La loi n° 2011-103 du 27 janvier 2011 relative à la représentation équilibrée des femmes et des hommes au sein des conseils d’administration et de surveillance et à l’égalité professionnelle a notamment prévu que les conseils d’administration des entreprises cotées sur un marché réglementé, employant plus de cinq cents salariés permanents et présentant un montant net de chiffre d'affaires ou un total de bilan d'au moins 50 millions d'euros est composé « en recherchant une représentation équilibrée des femmes et des hommes », et doit comporter au moins 20 % en 2014 et 40 % en 2017 d’administrateurs de chaque sexe. Cette obligation d’ouverture va favoriser l’entrée de l’ordre de 900 nouveaux administrateurs de sexe féminin au sein des conseils d’administration (34).
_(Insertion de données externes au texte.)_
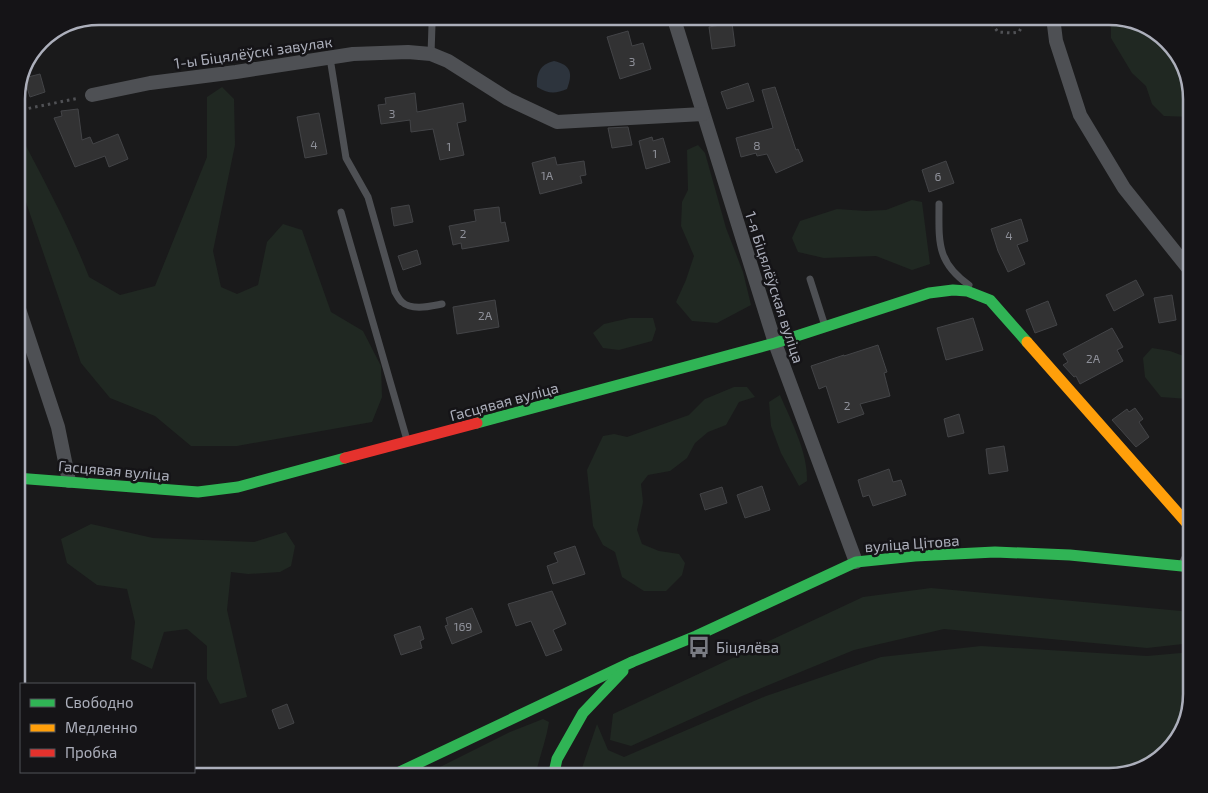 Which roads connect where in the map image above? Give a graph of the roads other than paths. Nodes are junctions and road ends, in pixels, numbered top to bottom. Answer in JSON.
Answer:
{"nodes":[{"id":1,"x":432,"y":25,"type":"edge"},
{"id":2,"x":676,"y":25,"type":"edge"},
{"id":3,"x":1054,"y":25,"type":"edge"},
{"id":4,"x":431,"y":54,"type":"junction"},
{"id":5,"x":330,"y":58,"type":"junction"},
{"id":6,"x":92,"y":95,"type":"road end"},
{"id":7,"x":703,"y":114,"type":"junction"},
{"id":8,"x":939,"y":204,"type":"dead end"},
{"id":9,"x":340,"y":212,"type":"dead end"},
{"id":10,"x":1183,"y":262,"type":"edge"},
{"id":11,"x":810,"y":279,"type":"dead end"},
{"id":12,"x":990,"y":300,"type":"junction"},
{"id":13,"x":442,"y":304,"type":"dead end"},
{"id":14,"x":25,"y":327,"type":"edge"},
{"id":15,"x":826,"y":327,"type":"junction"},
{"id":16,"x":775,"y":343,"type":"junction"},
{"id":17,"x":408,"y":442,"type":"junction"},
{"id":18,"x":25,"y":479,"type":"edge"},
{"id":19,"x":69,"y":482,"type":"junction"},
{"id":20,"x":1183,"y":519,"type":"edge"},
{"id":21,"x":856,"y":562,"type":"junction"},
{"id":22,"x":1183,"y":563,"type":"edge"},
{"id":23,"x":632,"y":662,"type":"junction"},
{"id":24,"x":408,"y":768,"type":"edge"},
{"id":25,"x":556,"y":768,"type":"edge"}],
"edges":[{"from":1,"to":4,"type":"lane"},
{"from":2,"to":7,"type":"street","name":"1-я Біцялёўская вуліца"},
{"from":3,"to":10,"type":"street"},
{"from":4,"to":5,"type":"street","name":"1-ы Біцялёўскі завулак"},
{"from":4,"to":7,"type":"street","name":"1-ы Біцялёўскі завулак"},
{"from":5,"to":6,"type":"street","name":"1-ы Біцялёўскі завулак"},
{"from":5,"to":13,"type":"lane"},
{"from":7,"to":16,"type":"street","name":"1-я Біцялёўская вуліца"},
{"from":8,"to":12,"type":"lane"},
{"from":9,"to":17,"type":"lane"},
{"from":11,"to":15,"type":"lane"},
{"from":12,"to":15,"type":"street","name":"Гасцявая вуліца"},
{"from":12,"to":20,"type":"street"},
{"from":14,"to":19,"type":"street"},
{"from":15,"to":16,"type":"street","name":"Гасцявая вуліца"},
{"from":16,"to":17,"type":"street","name":"Гасцявая вуліца"},
{"from":16,"to":21,"type":"street","name":"1-я Біцялёўская вуліца"},
{"from":17,"to":19,"type":"street","name":"Гасцявая вуліца"},
{"from":18,"to":19,"type":"street","name":"Гасцявая вуліца"},
{"from":21,"to":22,"type":"street","name":"вуліца Цітова"},
{"from":21,"to":23,"type":"street","name":"вуліца Цітова"},
{"from":23,"to":24,"type":"street","name":"вуліца Цітова"},
{"from":23,"to":25,"type":"street"}]}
2. L’applicabilité de ces règles au sein des sociétés anonymes dotées de conseil de surveillance

En application de l’article L. 225-94 du code de commerce, «  la limitation du nombre de sièges d’administrateur ou de membre du conseil de surveillance qui peuvent être occupés simultanément par une même personne physique, en vertu des articles L. 225-21 et L. 225-77, est applicable au cumul de sièges d’administrateur et de membre du conseil de surveillance. »

En effet, l’article L. 225-77 du code de commerce prévoit actuellement pour les sociétés anonymes à directoire et conseil de surveillance la même limitation à cinq mandats de membre de conseil de surveillance, ainsi que le même régime d’exceptions, que ceux prévus pour les sociétés anonymes dirigées par un conseil d’administration. En l’absence de modification de cet article, une même personne physique pourrait disposer de cinq mandats sociaux au sein de conseils de surveillance, mais ne pourrait cumuler un mandat d’administrateur qu’avec un seul mandat de membre d’un conseil de surveillance.

L’article L. 225-94-1 applique au cumul entre mandat d’administrateur et mandat de membre de conseil de surveillance les mêmes règles et exceptions ; cependant, l’article 221 de la loi n° 2015-990 du 6 août 2015 pour la croissance, l’activité et l’égalité des chances économiques a prévu que le nombre de mandats sociaux – de directeur général, de membre du directoire, de directeur général unique, d’administrateur ou de membre du conseil de surveillance – « est réduit à trois pour les mandats sociaux exercés au sein de sociétés dont les titres sont admis à la négociation sur un marché réglementé par les personnes exerçant un mandat de directeur général, de membre du directoire ou de directeur général unique dans une société dont les titres sont admis aux négociations sur un marché réglementé et qui emploie au moins cinq mille salariés permanents dans la société et ses filiales, directes ou indirectes, dont le siège social est fixé sur le territoire français, ou au moins dix mille salariés permanents dans la société et ses filiales, directes ou indirectes, dont le siège social est fixé sur le territoire français et à l’étranger. »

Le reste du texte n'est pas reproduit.